The degradation of erythromycin indicates the presence of another catalytic activity in experiments without prefilter (11/12), since the molecule does not contain amide functions. The major transformation product was identified as TP 734, resulting from a dehydration of the parent compound. Llorca et al. (2015) found this to be the main degradation product after enzymatic treatment of erythromycin with purified EreB esterase from E. coli. The proposed degradation pathway is an initial enzymatic hydrolysis of the lactone ring ester followed by a condensation reaction. This strongly indicates the presence of esterase(s) in the respective lysates and therefore another hydrolytic activity (hydrolases acting on ester bonds (EC 3.1.-)). Finally, the formation of 9-CA-ADIN shows that the lysate also possessed the enzymatic potential for other degradation reactions than amide hydrolysis. Kaiser et al. (2014) showed that the initial reaction in the transformation pathway of 10-OH-CBZ is a biologically-mediated oxidation of a secondary alcohol to a keto group leading to the formation of oxcarbazepine, which is then further transformed by several (abiotic) reactions to 9-CA-ADIN. The exact nature of the involved enzyme(s) is still unclear, but it is assumed that the oxidation is being catalyzed by oxidoreductases acting on the CH-OH group of donors (EC 1.1.-), similar to the degradation of e.g. codeine (Wick et al., 2011).

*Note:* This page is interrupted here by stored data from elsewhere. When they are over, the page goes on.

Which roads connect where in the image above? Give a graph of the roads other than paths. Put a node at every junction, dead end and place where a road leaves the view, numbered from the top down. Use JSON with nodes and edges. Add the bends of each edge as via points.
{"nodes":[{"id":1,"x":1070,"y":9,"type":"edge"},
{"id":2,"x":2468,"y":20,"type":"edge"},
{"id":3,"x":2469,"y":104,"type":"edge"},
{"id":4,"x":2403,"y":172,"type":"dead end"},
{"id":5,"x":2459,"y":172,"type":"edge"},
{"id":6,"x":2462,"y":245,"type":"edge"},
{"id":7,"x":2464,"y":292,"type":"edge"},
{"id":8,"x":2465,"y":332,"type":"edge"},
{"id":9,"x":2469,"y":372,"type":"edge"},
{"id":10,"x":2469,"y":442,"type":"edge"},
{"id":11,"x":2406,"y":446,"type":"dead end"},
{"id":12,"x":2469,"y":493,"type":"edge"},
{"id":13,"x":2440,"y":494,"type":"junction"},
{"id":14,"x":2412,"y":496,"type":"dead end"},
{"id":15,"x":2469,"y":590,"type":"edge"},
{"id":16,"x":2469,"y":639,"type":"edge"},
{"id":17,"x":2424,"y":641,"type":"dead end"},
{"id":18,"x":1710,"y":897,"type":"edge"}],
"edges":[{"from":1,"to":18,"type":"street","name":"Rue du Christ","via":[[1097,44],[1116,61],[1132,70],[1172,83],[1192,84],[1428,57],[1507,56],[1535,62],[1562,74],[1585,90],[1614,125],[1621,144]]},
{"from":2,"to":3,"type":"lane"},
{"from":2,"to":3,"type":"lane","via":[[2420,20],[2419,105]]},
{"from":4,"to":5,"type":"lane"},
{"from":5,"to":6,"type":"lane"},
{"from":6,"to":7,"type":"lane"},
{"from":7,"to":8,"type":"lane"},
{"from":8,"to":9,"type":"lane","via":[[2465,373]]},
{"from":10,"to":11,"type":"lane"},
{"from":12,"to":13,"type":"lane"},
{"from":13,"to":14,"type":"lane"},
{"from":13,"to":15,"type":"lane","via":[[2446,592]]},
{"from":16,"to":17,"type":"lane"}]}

3.5. Enzymatic variety in cell-free lysates

Taking into account all enzymatic reactions observed so far (including the conventional reporter enzymes), it is striking that eight out of nine observed enzyme activities seem to belong to the catalytic class of hydrolases (EC 3.-). Specifically: phosphatases (EC 3.1.-), galactosidases (EC 3.2.1.23) and glucuronidases (EC 3.2.1.31) as well as putative peptidases (EC 3.4.-) and/or enzymes acting on amide bonds, other than peptide bonds (EC 3.5.-) responsible for acetaminophen, acetyl-SMX, atenolol and bezafibrate degradation. Furthermore, esterases (EC 3.1.-) seem to be responsible for the removal of erythromycin. Only in the degradation of 10-OH-CBZ a non-hydrolase enzyme is responsible for the initial oxidation reaction (presumably an oxidoreductase (EC 1.-)).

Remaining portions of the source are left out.